REPUBLIKA.CO.ID,SEMARANG-Tingkat peminat film asing yang diputar di bioskop di Kota Semarang dinilai lebih tinggi, dibandingkan dengan peminat film buatan lokal.
"Kecenderungannya seperti itu, namun bukan berarti para penonton tidak cinta film lokal," kata Marketing Communication "E Plaza" Lounge, Resto, and Cinema Semarang, Audrey Stella, di Semarang, Senin.
Menurut dia, film asing cenderung lebih bervariatif sehingga memberi pilihan kepada penonton, tidak seperti film lokal yang temanya terkesan seragam dan cenderung monoton. "Film asing yang menyodorkan beragam tema biasanya lebih dipilih penonton karena bisa memberi inspirasi lebih dibanding film lokal," katanya.
Ia menyebutkan film "Green Hornet" yang setiap harinya sanggup mendulang 200-250 penonton dalam lima kali tayang/hari, padahal film itu sudah diputar selama tiga minggu.
"Kemudian, film 'Shaolin' yang sanggup menyedot sekitar 240-400 penonton per hari. Film itu diputar empat kali dalam sehari dan baru beberapa hari lalu penayangan perdananya," katanya.

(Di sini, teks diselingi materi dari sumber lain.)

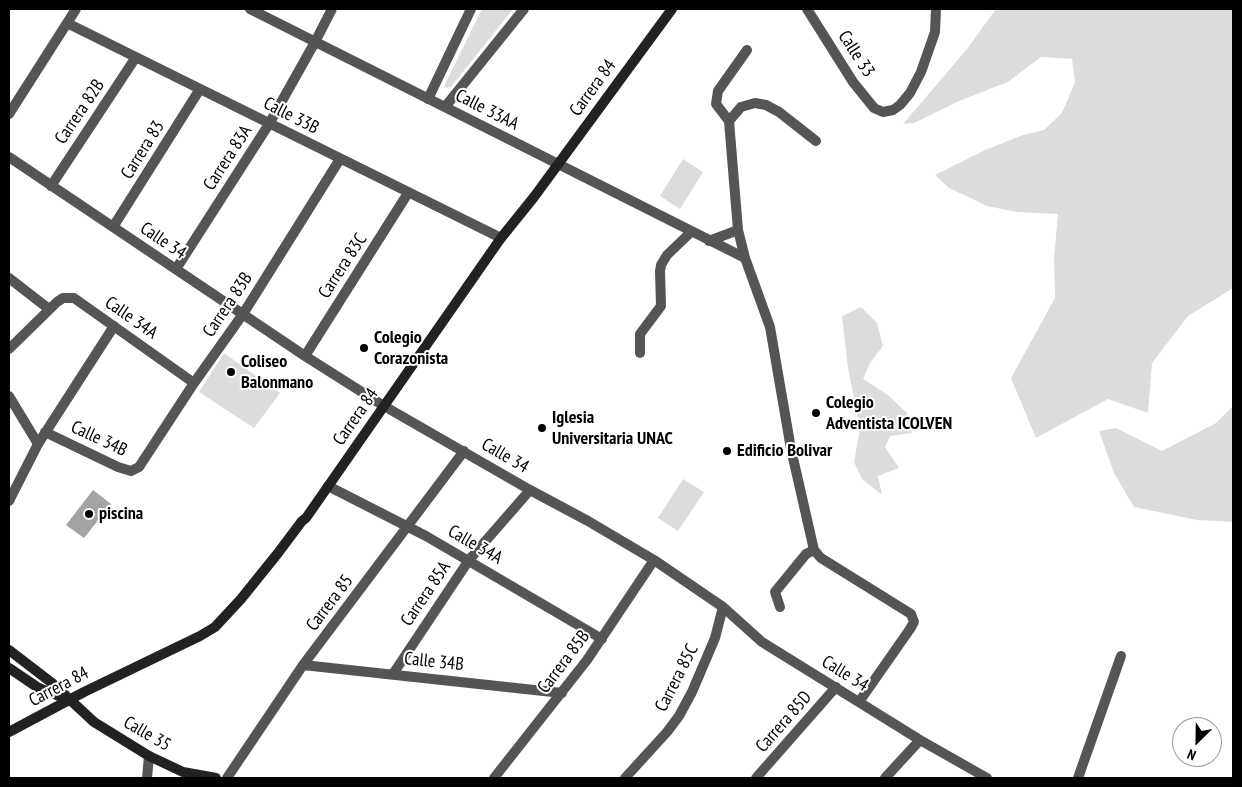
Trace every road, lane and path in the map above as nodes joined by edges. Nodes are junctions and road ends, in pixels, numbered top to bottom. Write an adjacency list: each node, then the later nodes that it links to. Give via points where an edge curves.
1 (76, 9): 9 (street)
2 (250, 9): 10 (street, Calle 33AA)
3 (332, 9): 10 (street, Carrera 83A)
4 (471, 9): 14 (street)
5 (524, 9): 15 (street)
6 (672, 9): 22 (street, Carrera 84)
7 (807, 9): 8 (street, Calle 33, via 868,102 883,112 900,104 921,72 935,32)
8 (936, 9)
9 (67, 23): 12 (street, Calle 33B); 16 (street)
10 (316, 42): 14 (street, Calle 33AA); 18 (street, Carrera 83A)
11 (747, 50): 17 (street, via 718,91 716,104)
12 (136, 57): 13 (street, Calle 33B); 23 (street, Carrera 82B)
13 (200, 89): 18 (street, Calle 33B); 25 (street, Carrera 83)
14 (428, 99): 15 (street, Calle 33AA)
15 (445, 107): 22 (street, Calle 33AA)
16 (9, 114)
17 (729, 121): 19 (street, via 741,107 755,102 779,112); 26 (street)
18 (269, 124): 21 (street, Calle 33B); 31 (street, Carrera 83A)
19 (816, 141)
20 (9, 157): 23 (street, Calle 34)
21 (340, 159): 24 (street, Calle 33B); 34 (street, Carrera 83B)
22 (558, 163): 27 (street, Calle 33AA); 28 (street, Carrera 84)
23 (51, 186): 25 (street, Calle 34)
24 (408, 193): 28 (street, Calle 33B); 38 (street, Carrera 83C)
25 (113, 228): 31 (street, Calle 34)
26 (738, 230): 29 (street); 30 (street)
27 (691, 232): 29 (street, Calle 33AA); 37 (street, via 661,265 660,306 640,334)
28 (501, 238): 41 (street, Carrera 84)
29 (710, 241): 30 (street, Calle 33AA)
30 (745, 258): 50 (street, via 770,327 791,449)
31 (176, 269): 34 (street, Calle 34)
32 (9, 278): 33 (street)
33 (49, 309): 35 (street, Calle 34A, via 63,298 74,298); 36 (street)
34 (243, 314): 38 (street, Calle 34); 39 (street, Carrera 83B)
35 (114, 326): 39 (street, Calle 34A); 42 (street)
36 (9, 349)
37 (640, 353)
38 (305, 356): 41 (street, Calle 34)
39 (194, 383): 45 (street, Carrera 83B)
40 (9, 396): 43 (street)
41 (384, 406): 44 (street, Calle 34); 46 (street, Carrera 84)
42 (45, 432): 43 (street); 45 (street, Calle 34B, via 118,467 131,471)
43 (38, 444): 48 (street)
44 (464, 451): 47 (street, Calle 34); 49 (street, Carrera 85)
45 (139, 467)
46 (328, 486): 49 (street, Calle 34A); 63 (street, Carrera 84, via 278,554 215,627)
47 (530, 490): 51 (street, Carrera 85A); 52 (street, Calle 34)
48 (9, 500)
49 (408, 526): 51 (street, Calle 34A); 58 (street, Carrera 85)
50 (814, 550): 54 (street, via 806,554 775,592); 64 (street, via 821,558 912,614 914,622 910,629)
51 (469, 560): 55 (street, Calle 34A); 60 (street, Carrera 85A)
52 (654, 560): 53 (street, Calle 34); 55 (street, Carrera 85B)
53 (723, 607): 61 (street, Calle 34, via 762,642); 72 (street, Carrera 85C, via 715,638 683,708 667,732)
54 (780, 607)
55 (602, 639): 62 (street, Carrera 85B)
56 (9, 650): 63 (street, Calle 35)
57 (1121, 656): 76 (street)
58 (303, 664): 60 (street, Calle 34B); 70 (street, Carrera 85)
59 (9, 668): 63 (street, Calle 35, via 37,687)
60 (393, 674): 62 (street, Calle 34B)
61 (836, 687): 64 (street, Calle 34); 73 (street, Carrera 85D)
62 (562, 693): 71 (street, Carrera 85B)
63 (70, 700): 65 (street, Carrera 84); 67 (street, Calle 35, via 94,722)
64 (859, 702): 66 (street, Calle 34)
65 (9, 732)
66 (920, 740): 74 (street); 75 (street, Calle 34)
67 (149, 756): 68 (street); 69 (street, Calle 35, via 183,772)
68 (147, 778)
69 (216, 778)
70 (227, 778)
71 (494, 778)
72 (625, 778)
73 (756, 778)
74 (885, 778)
75 (987, 778)
76 (1078, 778)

Film "Shaolin", kata dia, baru diputar pertama pada 19 Februari lalu, namun penonton sudah berjubel mengantre tiket untuk menonton film yang dibintangi Andy Lau dan Jackie Chan itu.
Sementara film lokal saat ini, kata dia, trend-nya masih seputar tema horror. Meski dengan beragam judul, tetapi temanya masih seputar itu sehingga belum berdampak signifikan menggaet penonton. Ia pun berharap para sineas film Indonesia lebih kreatif dalam membuat film sehingga melahirkan film bermutu yang diminati oleh penonton.
Ia mengatakan film Indonesia yang sedang diputar yang berjudul "Arwah Goyang Karawang" memang mampu menarik penonton, namun tak terlalu signifikan jumlahnya. Ia mengatakan pihaknya saat ini tengah memutar tiga film itu, yakni dua film asing dan satu film lokal.
Ia juga mengatakan penayangan film asing biasanya lebih lama dibanding film lokal yang menandakan peminat film asing memang relatif lebih tinggi. Kalau film asing, seperti garapan Hollywood, kata dia, biasanya bisa ditayangkan sampai tiga minggu, bahkan satu bulan, sementara film lokal biasanya hanya bertahan sampai tiga hari.
Menurutnya, belum ada dampak pro-kontra penarikan film asing dari Indonesia akibat rencana pemerintah menaikkan pajak film impor.